[Bounding box coordinate data]
━━━━━━━━━━━━━━━━━━━━━━━━━━━━━━

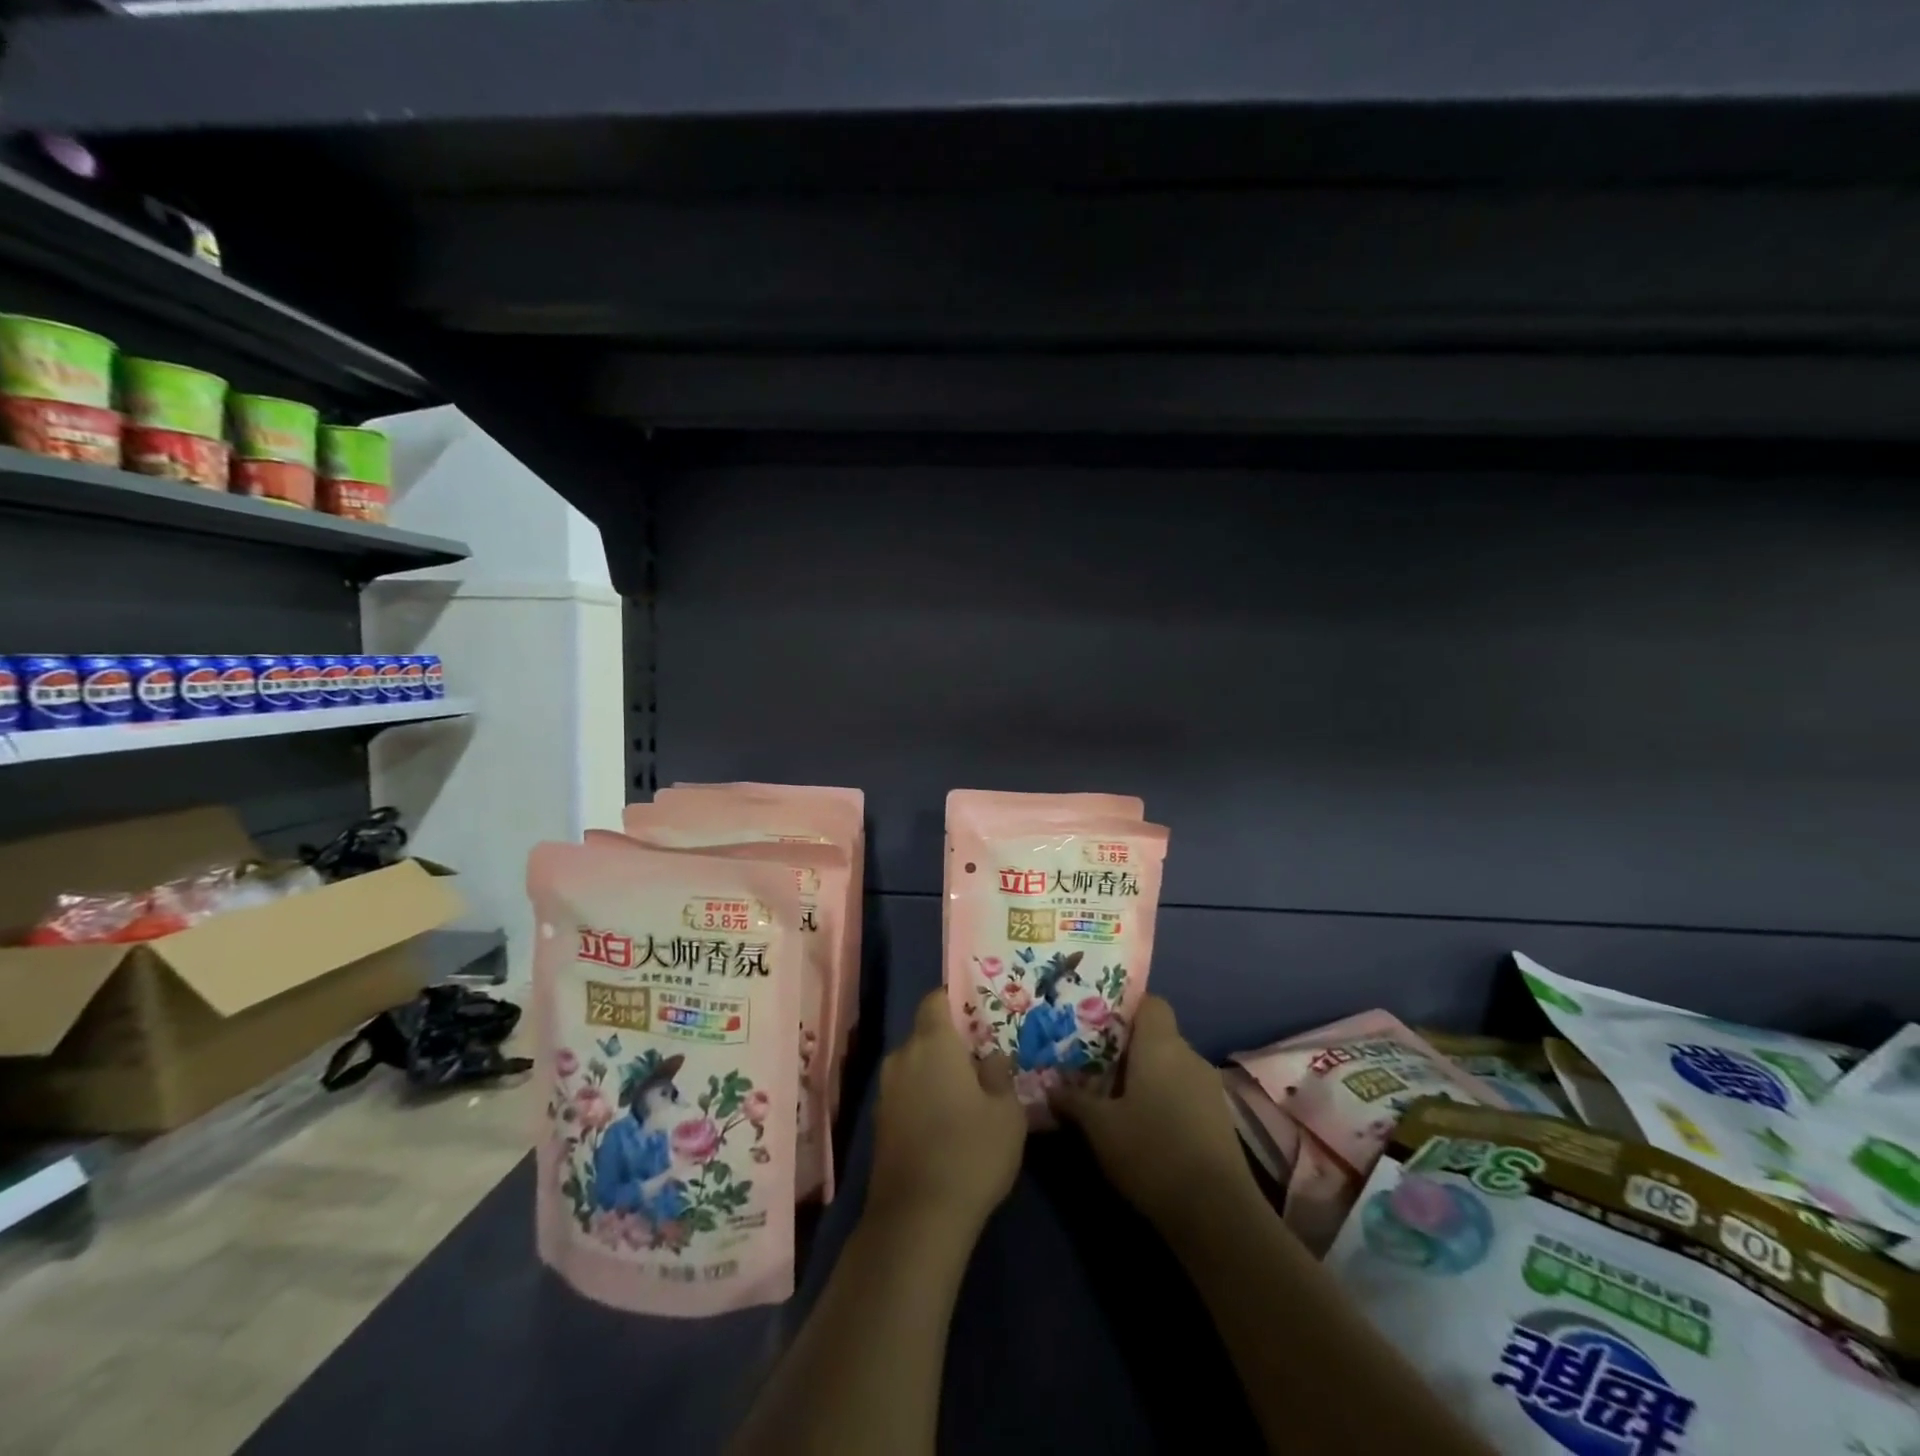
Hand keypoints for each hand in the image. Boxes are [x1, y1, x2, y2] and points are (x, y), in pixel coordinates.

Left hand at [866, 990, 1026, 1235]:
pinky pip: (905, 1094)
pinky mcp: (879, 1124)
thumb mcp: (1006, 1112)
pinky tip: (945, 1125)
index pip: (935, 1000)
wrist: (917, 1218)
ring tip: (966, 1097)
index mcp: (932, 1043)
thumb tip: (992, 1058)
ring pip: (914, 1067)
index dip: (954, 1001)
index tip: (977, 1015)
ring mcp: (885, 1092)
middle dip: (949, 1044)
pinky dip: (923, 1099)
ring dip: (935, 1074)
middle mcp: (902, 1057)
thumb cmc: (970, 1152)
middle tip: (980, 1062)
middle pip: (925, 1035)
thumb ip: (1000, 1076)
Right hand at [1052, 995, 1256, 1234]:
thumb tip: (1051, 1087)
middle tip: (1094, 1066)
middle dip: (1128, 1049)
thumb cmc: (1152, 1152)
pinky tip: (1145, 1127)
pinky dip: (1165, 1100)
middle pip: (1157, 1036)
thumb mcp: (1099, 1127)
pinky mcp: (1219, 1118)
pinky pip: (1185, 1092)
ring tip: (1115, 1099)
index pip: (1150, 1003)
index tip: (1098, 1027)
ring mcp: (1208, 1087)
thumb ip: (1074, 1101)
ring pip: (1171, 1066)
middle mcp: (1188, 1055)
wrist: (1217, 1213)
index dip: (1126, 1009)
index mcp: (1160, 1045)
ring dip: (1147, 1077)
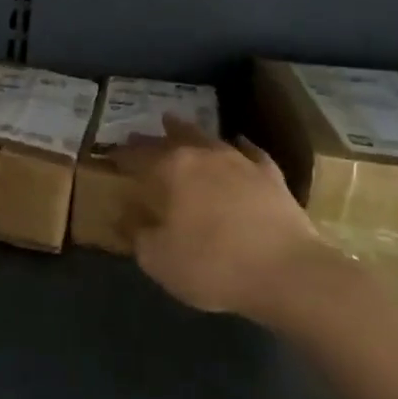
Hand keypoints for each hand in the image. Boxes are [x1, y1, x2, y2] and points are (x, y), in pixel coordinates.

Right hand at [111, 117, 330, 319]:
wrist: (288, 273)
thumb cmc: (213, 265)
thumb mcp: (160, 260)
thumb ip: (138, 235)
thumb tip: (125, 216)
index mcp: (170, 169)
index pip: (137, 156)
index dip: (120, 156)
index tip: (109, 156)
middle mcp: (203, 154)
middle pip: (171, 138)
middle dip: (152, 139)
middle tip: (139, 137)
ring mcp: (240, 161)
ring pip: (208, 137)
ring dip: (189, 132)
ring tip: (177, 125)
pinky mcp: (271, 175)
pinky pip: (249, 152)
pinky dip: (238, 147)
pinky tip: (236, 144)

━━━━━━━━━━━━━━━━━━━━━━━━━━━━━━

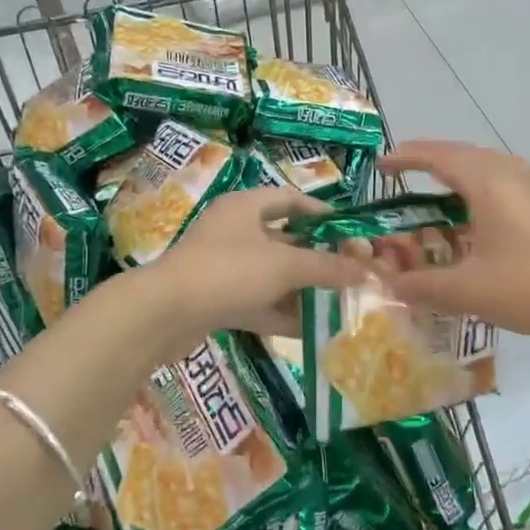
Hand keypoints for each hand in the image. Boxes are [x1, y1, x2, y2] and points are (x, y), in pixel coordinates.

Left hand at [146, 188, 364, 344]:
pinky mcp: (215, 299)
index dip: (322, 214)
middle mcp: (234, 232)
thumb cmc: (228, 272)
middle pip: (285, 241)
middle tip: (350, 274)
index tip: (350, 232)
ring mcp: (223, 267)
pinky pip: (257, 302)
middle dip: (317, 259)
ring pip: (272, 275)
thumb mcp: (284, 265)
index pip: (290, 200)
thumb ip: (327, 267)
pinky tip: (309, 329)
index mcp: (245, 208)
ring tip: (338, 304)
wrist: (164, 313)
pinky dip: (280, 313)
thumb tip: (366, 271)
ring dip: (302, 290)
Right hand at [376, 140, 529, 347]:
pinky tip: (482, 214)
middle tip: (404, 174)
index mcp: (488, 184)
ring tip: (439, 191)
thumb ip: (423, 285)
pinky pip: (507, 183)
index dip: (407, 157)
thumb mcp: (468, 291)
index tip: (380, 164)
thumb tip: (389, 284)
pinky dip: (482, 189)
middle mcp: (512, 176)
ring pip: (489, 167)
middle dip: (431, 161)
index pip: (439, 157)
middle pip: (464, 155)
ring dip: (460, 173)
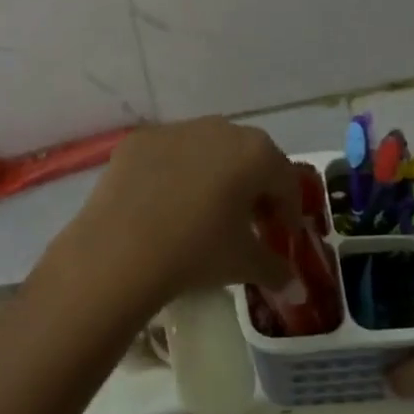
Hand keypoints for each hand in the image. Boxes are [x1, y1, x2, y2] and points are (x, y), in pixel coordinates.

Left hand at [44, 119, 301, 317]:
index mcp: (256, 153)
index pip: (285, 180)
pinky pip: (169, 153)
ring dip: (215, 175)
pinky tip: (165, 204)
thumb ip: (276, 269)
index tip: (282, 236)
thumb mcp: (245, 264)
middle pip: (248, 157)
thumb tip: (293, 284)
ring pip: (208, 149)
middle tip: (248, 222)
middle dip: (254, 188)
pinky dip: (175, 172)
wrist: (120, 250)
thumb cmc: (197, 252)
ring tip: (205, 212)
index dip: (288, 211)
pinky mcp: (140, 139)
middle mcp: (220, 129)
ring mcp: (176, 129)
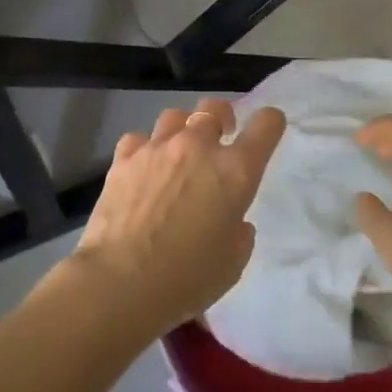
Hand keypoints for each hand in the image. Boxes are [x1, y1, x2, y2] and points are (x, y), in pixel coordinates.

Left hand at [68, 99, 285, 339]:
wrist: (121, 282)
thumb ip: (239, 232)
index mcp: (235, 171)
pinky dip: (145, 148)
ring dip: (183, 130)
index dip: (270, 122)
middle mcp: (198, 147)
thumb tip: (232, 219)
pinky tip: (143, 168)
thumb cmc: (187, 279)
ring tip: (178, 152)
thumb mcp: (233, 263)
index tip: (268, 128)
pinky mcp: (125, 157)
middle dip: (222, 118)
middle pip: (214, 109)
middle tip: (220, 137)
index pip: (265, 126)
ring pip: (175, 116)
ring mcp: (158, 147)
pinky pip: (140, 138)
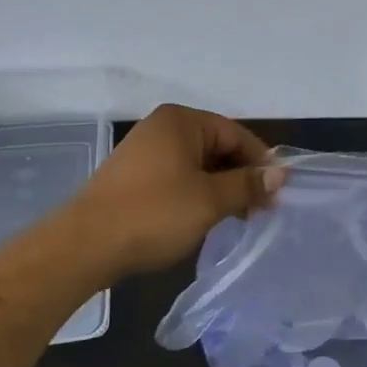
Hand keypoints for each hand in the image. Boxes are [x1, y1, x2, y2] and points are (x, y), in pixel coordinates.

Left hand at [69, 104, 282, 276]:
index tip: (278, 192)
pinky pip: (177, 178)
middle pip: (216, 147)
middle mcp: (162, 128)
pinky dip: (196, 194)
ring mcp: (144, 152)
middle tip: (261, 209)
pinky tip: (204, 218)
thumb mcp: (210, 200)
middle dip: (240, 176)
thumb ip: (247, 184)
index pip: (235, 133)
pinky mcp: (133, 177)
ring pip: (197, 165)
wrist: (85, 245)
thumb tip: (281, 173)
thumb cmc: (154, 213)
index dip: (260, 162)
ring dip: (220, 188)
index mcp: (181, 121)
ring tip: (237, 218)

━━━━━━━━━━━━━━━━━━━━━━━━━━━━━━

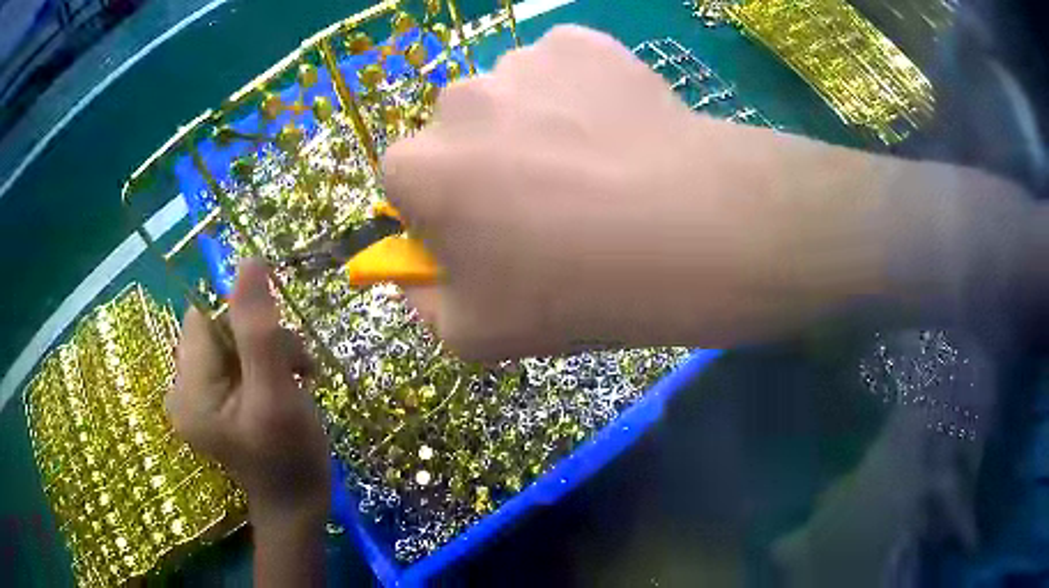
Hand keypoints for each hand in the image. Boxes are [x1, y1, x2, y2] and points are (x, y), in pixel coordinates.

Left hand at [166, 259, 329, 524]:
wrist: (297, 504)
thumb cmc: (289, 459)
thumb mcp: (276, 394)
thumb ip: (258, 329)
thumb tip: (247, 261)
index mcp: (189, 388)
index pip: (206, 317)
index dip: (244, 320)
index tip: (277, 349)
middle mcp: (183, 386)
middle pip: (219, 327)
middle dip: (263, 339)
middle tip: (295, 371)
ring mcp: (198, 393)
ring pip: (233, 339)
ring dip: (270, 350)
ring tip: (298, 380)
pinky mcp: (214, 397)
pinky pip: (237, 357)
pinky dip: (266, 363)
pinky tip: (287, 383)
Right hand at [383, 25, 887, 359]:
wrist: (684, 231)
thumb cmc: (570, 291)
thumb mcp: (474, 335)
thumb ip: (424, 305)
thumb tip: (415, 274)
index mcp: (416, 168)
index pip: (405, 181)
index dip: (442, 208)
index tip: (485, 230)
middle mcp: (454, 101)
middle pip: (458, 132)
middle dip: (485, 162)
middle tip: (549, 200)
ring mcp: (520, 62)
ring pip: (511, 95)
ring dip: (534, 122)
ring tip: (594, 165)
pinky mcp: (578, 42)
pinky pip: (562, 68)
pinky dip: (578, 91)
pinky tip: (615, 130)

━━━━━━━━━━━━━━━━━━━━━━━━━━━━━━

- Task goal -
Look above for the line with "thumb ip: (1074, 1101)" and the line with "middle mcp: (203, 154)". Give again exactly those two lines and all lines between them, pictures excluded.

- The completed task -
thumb ip: (1074, 1101)
ring pip: (1171, 1066)
middle mcp: (1188, 1055)
wrist: (1217, 1213)
index dip: (1126, 1009)
index mcp: (1160, 1045)
ring dip: (1147, 1077)
Hand keypoints for each hand in the image. Boxes are [x1, y1, x2, y2] and points are (x, y), in pixel coordinates.

Right hand at [111, 117, 330, 319]:
wrist: (288, 273)
thumb cmc: (213, 265)
thumb mcp: (160, 260)
thumb ip: (138, 235)
thumb tip: (125, 216)
index mcp: (170, 169)
index pip: (137, 156)
index dip: (120, 156)
index tip: (109, 156)
middle mcp: (203, 154)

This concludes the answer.